Computer groeit in rol zedenmeester
“Om te zorgen dat onze regels en normen worden nageleefd, is het zaak dat de machines, waaraan wij een deel van ons werk uit handen geven, zelfstandig morele oordelen kunnen vellen”, zegt de vorige week gepromoveerde filosoof Vincent Wiegel. “Ze handelen immers vaak al zelfstandig.” De Zuid-Koreaanse regering werkt volgens hem inmiddels al aan een ethische code voor robots Wiegel ontwikkelde een virtueel laboratorium voor filosofisch onderzoek. Hij onderzocht voor een groot aantal situaties of het mogelijk is om computers/robots morele afwegingen te laten maken, bijvoorbeeld in verband met de privacy van gegevens bij een verzekeringsmaatschappij. Geïdentificeerde morele regels werden met behulp van een logisch raamwerk, DEAL, geformaliseerd en in software omgezet. Zijn bevinding tot nu toe is dat het in zekere mate mogelijk is om morele noties te implementeren. Maar de concrete vertaling van die morele noties in software zal vaak nog een harde dobber zijn. Voorlopig hoeven de verwachtingen op dat gebied dus niet al te hoog gespannen te zijn, hoewel het volgens Wiegel wel aannemelijk is dat er langzaam vooruitgang zal worden geboekt.
Uitsluitsel
Interessanter is wellicht een ander aspect van Wiegels onderzoek. Modellering van onze eigen kennis van moraliteit leidt volgens Wiegels promotor Jeroen van den Hoven, niet alleen tot beter inzicht in de aard, werking en inconsistenties van onze morele toerusting. Het biedt bovendien mogelijkheden om uitsluitsel te verkrijgen inzake taaie en soms als eeuwen slepende filosofische debatten.
Robert Axelrod liet in de jaren ‘80 aan de hand van toen nog vrij eenvoudige software-agents zien dat de vuistregel ‘eerlijk duurt het langst’ klopt: agents die eerlijk spelen overleven tegenstrevers die elkaar over en weer met liegen en bedriegen het functioneren bemoeilijken. Wiegel voerde in zijn ‘Sopholab’ vergelijkbare experimenten uit om veel complexere morele stelsels op hun merites te beoordelen. Met soms opzienbarende resultaten. Zo toonde hij de functionele equivalentie aan van twee rivaliserende varianten van de ethisch filosofische traditie van het utilitarisme.
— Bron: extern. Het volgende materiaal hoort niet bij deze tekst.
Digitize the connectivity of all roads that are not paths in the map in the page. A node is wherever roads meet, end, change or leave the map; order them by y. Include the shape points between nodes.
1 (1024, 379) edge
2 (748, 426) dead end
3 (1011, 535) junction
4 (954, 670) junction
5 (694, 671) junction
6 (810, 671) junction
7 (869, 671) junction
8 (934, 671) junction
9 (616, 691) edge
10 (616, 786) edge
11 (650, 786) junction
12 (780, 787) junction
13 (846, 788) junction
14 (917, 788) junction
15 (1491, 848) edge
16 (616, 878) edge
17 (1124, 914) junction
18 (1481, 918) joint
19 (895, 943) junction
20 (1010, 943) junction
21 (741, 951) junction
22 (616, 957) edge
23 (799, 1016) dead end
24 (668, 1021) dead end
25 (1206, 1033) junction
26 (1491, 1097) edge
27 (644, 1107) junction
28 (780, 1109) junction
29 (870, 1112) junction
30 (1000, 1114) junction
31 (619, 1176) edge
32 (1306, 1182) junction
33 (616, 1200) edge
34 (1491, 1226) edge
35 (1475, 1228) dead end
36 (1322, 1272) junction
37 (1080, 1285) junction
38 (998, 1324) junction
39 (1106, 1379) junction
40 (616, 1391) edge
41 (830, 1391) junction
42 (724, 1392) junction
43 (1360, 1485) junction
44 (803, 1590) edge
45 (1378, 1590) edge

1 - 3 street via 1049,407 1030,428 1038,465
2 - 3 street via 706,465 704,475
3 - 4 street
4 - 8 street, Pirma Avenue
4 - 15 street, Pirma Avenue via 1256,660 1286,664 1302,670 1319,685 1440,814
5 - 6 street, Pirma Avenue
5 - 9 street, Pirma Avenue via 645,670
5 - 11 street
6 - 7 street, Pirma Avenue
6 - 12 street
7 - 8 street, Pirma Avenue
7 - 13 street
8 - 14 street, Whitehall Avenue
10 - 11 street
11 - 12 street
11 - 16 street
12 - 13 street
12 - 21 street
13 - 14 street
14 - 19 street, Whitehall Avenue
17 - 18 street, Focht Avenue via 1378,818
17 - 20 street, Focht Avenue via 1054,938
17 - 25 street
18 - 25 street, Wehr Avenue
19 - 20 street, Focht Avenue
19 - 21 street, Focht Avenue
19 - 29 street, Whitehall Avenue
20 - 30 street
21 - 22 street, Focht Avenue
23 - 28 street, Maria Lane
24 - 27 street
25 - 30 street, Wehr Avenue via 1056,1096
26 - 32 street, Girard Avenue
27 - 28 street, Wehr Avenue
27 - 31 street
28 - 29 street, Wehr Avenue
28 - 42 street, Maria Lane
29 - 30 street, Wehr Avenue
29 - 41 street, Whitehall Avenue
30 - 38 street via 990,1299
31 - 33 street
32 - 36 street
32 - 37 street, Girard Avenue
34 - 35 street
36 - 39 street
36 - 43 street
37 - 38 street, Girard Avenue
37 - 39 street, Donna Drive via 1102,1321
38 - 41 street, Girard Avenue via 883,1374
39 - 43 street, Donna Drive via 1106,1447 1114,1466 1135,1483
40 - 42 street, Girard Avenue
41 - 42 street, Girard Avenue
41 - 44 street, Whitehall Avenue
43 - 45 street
Aan de hand van simulaties met daad-utilitarisch en regel-utilitarisch geprogrammeerde software-agents liet Wiegel zien dat aanhangers van beide stromingen al meer dan een eeuw verwikkeld zijn in een betekenisloos debat: het doet er eenvoudig niet toe of men regels danwel handelingen als voorwerp van een utilitaristische ethiek kiest.